Students in New Mexico who attend a qualifying in-state public university, community college or tribal college will now officially receive a tuition-free college education, marking this as the most wide-reaching free-college program in the country.

Residents enrolled at least part time can benefit

Lujan Grisham’s press release estimates that the scholarship can support up to 35,000 students this fall — half of all undergraduates in the state. Students must attend a public in-state school to qualify for the benefit, and they must meet specific criteria:

  • Prove that they have been a resident of the state for at least 12 consecutive months.
  • Be enrolled at an approved higher education institution for at least six credit hours per semester.
  • Maintain at least a 2.5 GPA.
  • Be pursuing their first career certification, associate degree or bachelor’s degree.
  • Demonstrate continuous progress toward a degree — in other words, enroll in each consecutive semester.

There is currently no application process for the scholarship; students who qualify will work with their school’s financial aid office to receive the funds.

Scholarship fund sets a ‘national example’

This new piece of legislation is the result of years of bipartisan deliberation. First proposed by Lujan Grisham in 2019, the idea of tuition-free college drew skeptics who questioned its financial feasibility — a roadblock that has also stalled President Biden’s tuition-free college proposal. However, New Mexico is not the first state to implement tuition-free college; several states have introduced successful programs, albeit on a smaller scale.

Lujan Grisham’s 2023 state budget allocates $75 million to the scholarship, with the governor claiming that the legislation will strengthen New Mexico’s economy. “Signing this legislation sends a clear message to New Mexicans that we believe in them and the contributions they will make for their families and the future of our great state,” Lujan Grisham said at the signing.

Higher Education Department Secretary Stephanie Rodriguez praised the scholarship and its inclusive nature, saying that the state has made history by setting a “national example of how states can break down barriers for students everywhere.”

Low-income students will benefit most

The Opportunity Scholarship is a first-dollar program, meaning it covers tuition and fees before students receive other financial aid. These types of programs are more likely to help low-income students cover all of their academic expenses; last-dollar programs, the alternative, serve only to fill in gaps once other financial aid has been exhausted.

Using the Opportunity Scholarship does not prevent students from receiving other aid. In fact, the program encourages students to fill out the FAFSA, since the scholarship covers only tuition. Room and board, books, technology costs and more are not covered, so students may use federal grants to supplement.
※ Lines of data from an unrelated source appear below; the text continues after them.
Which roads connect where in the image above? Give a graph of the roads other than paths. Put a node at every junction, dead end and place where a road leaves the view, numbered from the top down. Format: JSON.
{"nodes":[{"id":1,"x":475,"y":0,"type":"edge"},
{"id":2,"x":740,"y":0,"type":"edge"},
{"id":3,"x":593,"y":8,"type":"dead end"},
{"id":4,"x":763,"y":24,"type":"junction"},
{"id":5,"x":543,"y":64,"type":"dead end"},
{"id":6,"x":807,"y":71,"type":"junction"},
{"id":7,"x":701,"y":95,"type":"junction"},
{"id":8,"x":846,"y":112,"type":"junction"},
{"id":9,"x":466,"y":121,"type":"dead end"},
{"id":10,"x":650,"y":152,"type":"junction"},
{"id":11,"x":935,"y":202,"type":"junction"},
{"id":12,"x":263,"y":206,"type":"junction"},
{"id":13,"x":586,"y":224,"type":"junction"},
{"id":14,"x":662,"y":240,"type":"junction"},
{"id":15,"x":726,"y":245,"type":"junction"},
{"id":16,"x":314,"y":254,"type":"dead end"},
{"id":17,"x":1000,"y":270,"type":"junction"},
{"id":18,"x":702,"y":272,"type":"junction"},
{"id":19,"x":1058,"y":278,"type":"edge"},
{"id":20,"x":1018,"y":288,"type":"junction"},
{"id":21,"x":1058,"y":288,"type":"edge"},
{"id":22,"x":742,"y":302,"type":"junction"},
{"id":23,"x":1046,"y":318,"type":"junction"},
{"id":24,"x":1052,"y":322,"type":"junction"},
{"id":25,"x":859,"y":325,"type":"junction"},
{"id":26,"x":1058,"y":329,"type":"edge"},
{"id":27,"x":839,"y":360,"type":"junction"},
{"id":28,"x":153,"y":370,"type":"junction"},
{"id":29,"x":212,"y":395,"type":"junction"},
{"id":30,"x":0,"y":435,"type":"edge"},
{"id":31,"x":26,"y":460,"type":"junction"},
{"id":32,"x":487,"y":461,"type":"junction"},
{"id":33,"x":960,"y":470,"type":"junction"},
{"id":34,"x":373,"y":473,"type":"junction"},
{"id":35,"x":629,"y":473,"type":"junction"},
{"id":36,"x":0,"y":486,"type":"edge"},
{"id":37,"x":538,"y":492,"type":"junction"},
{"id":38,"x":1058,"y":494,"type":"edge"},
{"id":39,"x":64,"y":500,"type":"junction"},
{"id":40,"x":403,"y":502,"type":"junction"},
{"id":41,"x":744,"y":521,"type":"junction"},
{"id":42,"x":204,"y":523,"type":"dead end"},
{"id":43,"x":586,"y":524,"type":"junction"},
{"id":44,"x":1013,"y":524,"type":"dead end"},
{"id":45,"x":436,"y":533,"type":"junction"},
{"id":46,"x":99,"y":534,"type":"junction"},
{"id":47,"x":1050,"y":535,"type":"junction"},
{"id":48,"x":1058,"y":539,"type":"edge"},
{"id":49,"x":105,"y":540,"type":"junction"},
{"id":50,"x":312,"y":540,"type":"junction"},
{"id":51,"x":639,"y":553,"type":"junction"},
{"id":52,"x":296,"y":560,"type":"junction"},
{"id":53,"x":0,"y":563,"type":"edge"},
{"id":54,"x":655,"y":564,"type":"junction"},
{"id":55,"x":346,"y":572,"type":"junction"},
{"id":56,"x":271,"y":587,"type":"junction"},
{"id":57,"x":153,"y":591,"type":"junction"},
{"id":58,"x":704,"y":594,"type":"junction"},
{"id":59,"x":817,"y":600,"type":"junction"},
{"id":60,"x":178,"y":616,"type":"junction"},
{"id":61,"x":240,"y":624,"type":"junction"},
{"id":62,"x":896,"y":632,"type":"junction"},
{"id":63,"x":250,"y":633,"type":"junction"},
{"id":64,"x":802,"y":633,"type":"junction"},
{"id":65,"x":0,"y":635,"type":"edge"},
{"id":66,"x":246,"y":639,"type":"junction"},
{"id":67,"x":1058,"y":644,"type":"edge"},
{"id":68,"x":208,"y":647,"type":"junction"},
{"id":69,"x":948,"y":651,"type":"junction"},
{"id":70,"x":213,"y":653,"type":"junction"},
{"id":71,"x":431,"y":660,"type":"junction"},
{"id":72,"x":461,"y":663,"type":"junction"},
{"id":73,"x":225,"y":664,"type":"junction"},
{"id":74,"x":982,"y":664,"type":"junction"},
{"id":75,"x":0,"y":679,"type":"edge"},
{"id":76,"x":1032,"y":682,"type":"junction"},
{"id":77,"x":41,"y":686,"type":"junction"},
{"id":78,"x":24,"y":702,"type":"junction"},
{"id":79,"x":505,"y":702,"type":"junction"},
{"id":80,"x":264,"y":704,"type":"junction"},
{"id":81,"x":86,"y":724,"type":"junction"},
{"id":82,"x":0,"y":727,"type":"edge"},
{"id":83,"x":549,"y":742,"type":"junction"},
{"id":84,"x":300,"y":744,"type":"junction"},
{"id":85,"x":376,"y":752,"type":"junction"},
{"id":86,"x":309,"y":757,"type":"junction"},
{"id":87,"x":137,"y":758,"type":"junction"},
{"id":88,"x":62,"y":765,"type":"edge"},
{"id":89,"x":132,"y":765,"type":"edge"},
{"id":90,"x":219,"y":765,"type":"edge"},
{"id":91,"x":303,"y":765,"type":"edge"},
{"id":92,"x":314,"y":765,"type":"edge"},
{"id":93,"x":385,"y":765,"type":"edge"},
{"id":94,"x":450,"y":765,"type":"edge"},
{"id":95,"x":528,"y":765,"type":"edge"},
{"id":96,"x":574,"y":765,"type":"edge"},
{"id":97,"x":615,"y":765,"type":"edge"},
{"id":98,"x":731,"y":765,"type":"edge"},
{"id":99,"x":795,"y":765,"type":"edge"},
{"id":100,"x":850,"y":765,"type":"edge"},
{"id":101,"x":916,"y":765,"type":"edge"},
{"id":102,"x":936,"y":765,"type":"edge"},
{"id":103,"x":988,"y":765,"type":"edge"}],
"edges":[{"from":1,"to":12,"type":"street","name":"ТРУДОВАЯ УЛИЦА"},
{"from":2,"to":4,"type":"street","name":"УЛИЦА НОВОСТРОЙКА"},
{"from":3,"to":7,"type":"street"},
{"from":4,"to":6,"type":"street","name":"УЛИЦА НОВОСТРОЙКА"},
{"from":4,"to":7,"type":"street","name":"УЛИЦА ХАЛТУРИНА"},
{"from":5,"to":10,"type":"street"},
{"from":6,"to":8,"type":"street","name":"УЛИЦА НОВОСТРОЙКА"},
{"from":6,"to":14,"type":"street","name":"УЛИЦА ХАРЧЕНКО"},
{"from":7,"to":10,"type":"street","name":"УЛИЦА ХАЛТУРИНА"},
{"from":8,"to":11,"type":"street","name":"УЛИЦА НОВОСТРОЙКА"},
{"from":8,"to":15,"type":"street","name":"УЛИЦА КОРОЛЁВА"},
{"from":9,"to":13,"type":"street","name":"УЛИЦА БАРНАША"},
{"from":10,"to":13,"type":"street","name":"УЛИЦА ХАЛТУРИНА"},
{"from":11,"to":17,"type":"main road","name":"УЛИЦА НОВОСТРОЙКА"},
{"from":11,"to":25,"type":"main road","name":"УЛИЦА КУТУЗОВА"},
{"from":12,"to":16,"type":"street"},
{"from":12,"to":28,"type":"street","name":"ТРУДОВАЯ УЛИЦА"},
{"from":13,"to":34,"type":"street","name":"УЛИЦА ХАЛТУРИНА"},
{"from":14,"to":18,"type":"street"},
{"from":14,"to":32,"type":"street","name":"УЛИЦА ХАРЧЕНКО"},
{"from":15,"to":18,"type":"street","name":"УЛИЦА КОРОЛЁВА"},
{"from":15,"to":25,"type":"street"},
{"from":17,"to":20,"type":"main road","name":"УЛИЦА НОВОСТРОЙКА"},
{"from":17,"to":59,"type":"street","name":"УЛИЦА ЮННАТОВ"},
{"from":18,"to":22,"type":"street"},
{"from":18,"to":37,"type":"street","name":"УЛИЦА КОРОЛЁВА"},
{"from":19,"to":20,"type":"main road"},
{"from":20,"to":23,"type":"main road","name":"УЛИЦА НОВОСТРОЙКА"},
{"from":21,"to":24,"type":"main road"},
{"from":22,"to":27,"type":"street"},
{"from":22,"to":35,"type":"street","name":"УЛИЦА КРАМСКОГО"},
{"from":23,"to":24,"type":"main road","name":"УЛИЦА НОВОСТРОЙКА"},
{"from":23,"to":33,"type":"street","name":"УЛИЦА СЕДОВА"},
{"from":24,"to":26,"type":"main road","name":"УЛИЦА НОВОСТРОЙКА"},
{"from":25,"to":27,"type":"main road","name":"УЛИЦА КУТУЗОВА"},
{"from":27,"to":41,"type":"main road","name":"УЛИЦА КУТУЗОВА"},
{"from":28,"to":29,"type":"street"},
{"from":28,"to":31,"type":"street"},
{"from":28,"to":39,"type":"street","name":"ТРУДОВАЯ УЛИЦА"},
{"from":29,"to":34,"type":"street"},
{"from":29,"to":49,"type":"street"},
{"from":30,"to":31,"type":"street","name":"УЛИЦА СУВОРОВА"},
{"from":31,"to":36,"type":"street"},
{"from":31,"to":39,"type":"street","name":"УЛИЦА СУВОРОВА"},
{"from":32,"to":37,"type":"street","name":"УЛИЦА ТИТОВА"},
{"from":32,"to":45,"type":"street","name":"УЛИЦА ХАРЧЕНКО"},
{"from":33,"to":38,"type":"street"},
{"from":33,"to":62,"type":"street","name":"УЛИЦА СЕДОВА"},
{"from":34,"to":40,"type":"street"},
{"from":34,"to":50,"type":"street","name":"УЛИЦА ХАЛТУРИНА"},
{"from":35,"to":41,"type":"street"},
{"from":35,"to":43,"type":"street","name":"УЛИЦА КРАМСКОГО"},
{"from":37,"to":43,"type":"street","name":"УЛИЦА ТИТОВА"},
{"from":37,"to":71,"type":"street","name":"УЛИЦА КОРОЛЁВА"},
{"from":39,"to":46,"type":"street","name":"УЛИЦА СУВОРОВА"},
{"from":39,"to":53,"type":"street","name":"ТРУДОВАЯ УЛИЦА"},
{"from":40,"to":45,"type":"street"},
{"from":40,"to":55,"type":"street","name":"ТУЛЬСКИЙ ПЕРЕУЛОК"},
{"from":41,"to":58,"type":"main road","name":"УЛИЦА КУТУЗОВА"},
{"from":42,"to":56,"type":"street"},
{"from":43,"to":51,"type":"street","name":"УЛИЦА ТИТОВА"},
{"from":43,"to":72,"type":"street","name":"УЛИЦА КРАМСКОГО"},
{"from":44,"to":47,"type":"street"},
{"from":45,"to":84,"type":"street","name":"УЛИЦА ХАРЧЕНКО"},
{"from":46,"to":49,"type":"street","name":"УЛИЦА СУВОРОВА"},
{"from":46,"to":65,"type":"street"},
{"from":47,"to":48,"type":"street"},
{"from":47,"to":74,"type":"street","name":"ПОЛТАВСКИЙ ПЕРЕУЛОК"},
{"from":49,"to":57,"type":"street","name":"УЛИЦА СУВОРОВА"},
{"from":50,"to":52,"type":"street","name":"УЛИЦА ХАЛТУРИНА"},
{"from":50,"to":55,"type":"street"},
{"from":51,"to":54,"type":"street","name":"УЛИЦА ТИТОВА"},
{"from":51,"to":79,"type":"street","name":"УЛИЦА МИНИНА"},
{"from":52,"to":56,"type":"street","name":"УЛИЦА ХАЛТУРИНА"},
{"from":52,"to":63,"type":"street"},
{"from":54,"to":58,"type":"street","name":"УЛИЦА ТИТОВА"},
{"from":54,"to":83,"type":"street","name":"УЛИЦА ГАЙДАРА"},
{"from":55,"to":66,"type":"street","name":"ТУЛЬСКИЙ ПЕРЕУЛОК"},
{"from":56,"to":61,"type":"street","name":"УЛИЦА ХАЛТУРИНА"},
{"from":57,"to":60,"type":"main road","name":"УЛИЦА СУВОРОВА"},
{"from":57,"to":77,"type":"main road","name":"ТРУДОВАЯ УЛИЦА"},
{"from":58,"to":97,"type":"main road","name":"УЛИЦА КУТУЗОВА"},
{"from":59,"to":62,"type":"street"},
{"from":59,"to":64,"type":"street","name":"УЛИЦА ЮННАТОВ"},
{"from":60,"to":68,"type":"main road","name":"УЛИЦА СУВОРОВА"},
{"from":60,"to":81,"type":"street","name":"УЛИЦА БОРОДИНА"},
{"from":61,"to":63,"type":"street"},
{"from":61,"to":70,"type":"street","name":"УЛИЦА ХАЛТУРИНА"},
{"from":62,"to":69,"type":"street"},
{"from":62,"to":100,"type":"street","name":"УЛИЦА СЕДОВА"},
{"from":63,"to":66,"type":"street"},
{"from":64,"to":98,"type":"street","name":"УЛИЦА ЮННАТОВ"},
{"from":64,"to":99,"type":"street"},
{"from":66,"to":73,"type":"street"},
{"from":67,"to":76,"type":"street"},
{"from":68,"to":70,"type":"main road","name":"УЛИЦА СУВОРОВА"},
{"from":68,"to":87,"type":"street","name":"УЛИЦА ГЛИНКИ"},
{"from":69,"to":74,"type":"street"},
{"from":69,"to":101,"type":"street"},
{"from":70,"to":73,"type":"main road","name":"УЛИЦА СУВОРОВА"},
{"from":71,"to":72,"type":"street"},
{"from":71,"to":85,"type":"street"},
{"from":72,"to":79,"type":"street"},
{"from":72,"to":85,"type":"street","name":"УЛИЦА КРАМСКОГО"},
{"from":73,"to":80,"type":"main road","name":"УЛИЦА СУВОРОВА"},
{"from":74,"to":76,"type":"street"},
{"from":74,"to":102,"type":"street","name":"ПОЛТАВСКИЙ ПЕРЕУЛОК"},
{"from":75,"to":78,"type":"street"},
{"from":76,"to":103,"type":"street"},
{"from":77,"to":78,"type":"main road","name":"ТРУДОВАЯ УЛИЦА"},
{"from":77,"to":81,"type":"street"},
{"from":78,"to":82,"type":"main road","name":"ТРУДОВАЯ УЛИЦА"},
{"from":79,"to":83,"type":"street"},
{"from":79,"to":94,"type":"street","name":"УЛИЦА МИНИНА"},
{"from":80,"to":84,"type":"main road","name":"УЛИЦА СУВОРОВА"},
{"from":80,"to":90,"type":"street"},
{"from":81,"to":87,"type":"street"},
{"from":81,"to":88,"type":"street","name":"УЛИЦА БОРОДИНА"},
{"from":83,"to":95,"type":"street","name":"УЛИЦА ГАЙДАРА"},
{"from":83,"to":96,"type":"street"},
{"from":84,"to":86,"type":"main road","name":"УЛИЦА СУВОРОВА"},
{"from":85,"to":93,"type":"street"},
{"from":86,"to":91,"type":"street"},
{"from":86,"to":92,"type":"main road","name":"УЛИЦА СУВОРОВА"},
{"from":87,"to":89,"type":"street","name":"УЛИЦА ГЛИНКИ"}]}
More U.S. states could consider free college programs

As the possibility of federally backed free or reduced tuition becomes less likely, students are turning their attention to state governments for widespread tuition relief. As of now, there are 33 statewide programs that offer some form of tuition-free college, with most offering last-dollar programs for free community college.

The Opportunity Scholarship is one of the most ambitious free college programs to date, and its success or failure could inform whether other states implement similar programs.